Par petits groupes, l'on s'adonnait à la bière, l'on buvait tout son soûl ; des postes-cassettes diffusaient du raï et aussi du rap, et même certains dansaient sans répit tout en ingurgitant de la bière. On ne tarda pas à être ivre. « L'ivresse est assurée, cette nuit », dit Rafik à son ami. Tous deux, après avoir ramassé deux barquettes de quinze bouteilles chacune, étaient aux anges. Ils avaient un sourire figé aux lèvres. Le village avait veillé tard dans la nuit, contrairement à son habitude, où les habitants se cloîtraient dans leurs maisons et n'en ressortaient que le lendemain matin. Que faisaient-ils chez eux ? Ils zappaient et regardaient vivre d'autres gens, sous d'autres cieux. Ils vivaient avec eux à travers le tube cathodique, puis dormaient pour revenir le lendemain à la dure réalité. De la grisaille partout, le climat, les visages, les bâtisses inachevées… Tout est gris ou noir, même les habits des enfants que les parents leur choisissent…
Ali l'aviné
Ali, un ivrogne notoire, ne cessait de crier à qui voulait bien l'entendre que Dieu les avait mis à nu. Lui, il buvait devant tout le monde ; il n'avait pas peur des hommes ; il vivait nu devant Dieu ; il buvait, il ne s'en cachait pas ; voilà, vos hommes, c'étaient des buveurs, eux aussi, ils le faisaient en cachette, « espèces d'hypocrites ! » Il disait aussi que beaucoup parmi eux partaient pour la Tunisie ou l'Europe pour y faire les quat'cents coups, mais qui se comportaient au village comme des saints ; ils y allaient pour l'alcool et les femmes, alors qu'ici on ne manquait ni de l'un ni des autres, « espèces d'hypocrites ! » On voulait le faire taire, « Laissez-moi vider mon sac ! » répliquait-il. Il disait aussi : « C'est une occasion inespérée de me venger, de dire les quatre vérités aux fourbes et aux caméléons ! Tout le temps, vous êtes derrière mon dos, vous vous occupez de moi, vous vous immiscez dans ma vie privée !

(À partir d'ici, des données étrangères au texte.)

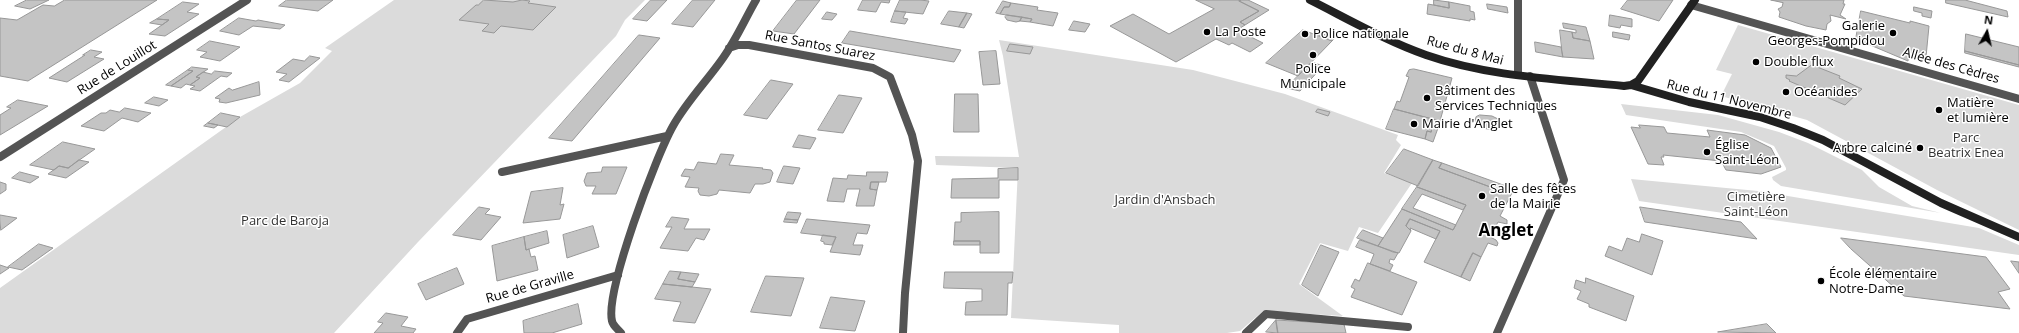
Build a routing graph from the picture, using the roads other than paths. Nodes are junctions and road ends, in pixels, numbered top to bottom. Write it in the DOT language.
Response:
graph roads {
  1 [pos="247,0"];
  2 [pos="756,0"];
  3 [pos="1310,0"];
  4 [pos="1518,0"];
  5 [pos="1693,2"];
  6 [pos="729,48"];
  7 [pos="1518,75"];
  8 [pos="1530,76"];
  9 [pos="1631,85"];
  10 [pos="2019,99"];
  11 [pos="667,136"];
  12 [pos="0,156"];
  13 [pos="502,172"];
  14 [pos="2019,237"];
  15 [pos="618,275"];
  16 [pos="1408,327"];
  17 [pos="904,329"];
  18 [pos="457,333"];
  19 [pos="621,333"];
  20 [pos="1246,333"];
  21 [pos="1497,333"];
  1 -- 12 [label="street, Rue de Louillot"];
  2 -- 6 [label="street"];
  3 -- 7 [label="street, Rue du 8 Mai"];
  4 -- 7 [label="street"];
  5 -- 9 [label="street"];
  5 -- 10 [label="street, Allée des Cèdres"];
  6 -- 11 [label="street"];
  6 -- 17 [label="street, Rue Santos Suarez"];
  7 -- 8 [label="street, Rue du 8 Mai"];
  8 -- 9 [label="street, Rue du 11 Novembre"];
  8 -- 21 [label="street"];
  9 -- 14 [label="street, Rue du 11 Novembre"];
  11 -- 13 [label="street"];
  11 -- 15 [label="street"];
  15 -- 18 [label="street, Rue de Graville"];
  15 -- 19 [label="street"];
  16 -- 20 [label="street"];
}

Voilà Dieu, dont vous parlez comme si vous le connaissiez mieux que tout le monde, le voilà qui vous débusque dans votre honteuse réalité ! Ha ! Ha !Ha !Ha... » Certains parmi ceux qui avaient vécu cette scène racontaient que des vieilles auraient siroté de la bière sur le conseil d'un vieil homme coquin, qui leur aurait dit que c'était bon contre la toux et les rhumatismes. Mais cela était faux, ce qui était vrai, par contre, c'est que cette fameuse nuit aura été le thème du prêche du vendredi. Les ivrognes en prirent pour leur grade. Offusqué au plus haut point, l'imam lancera l'anathème contre eux, et contre les parents, « dont certains sont ici parmi nous, qui auront failli dans leur mission, en n'éduquant pas leurs enfants ! », selon ses propres mots.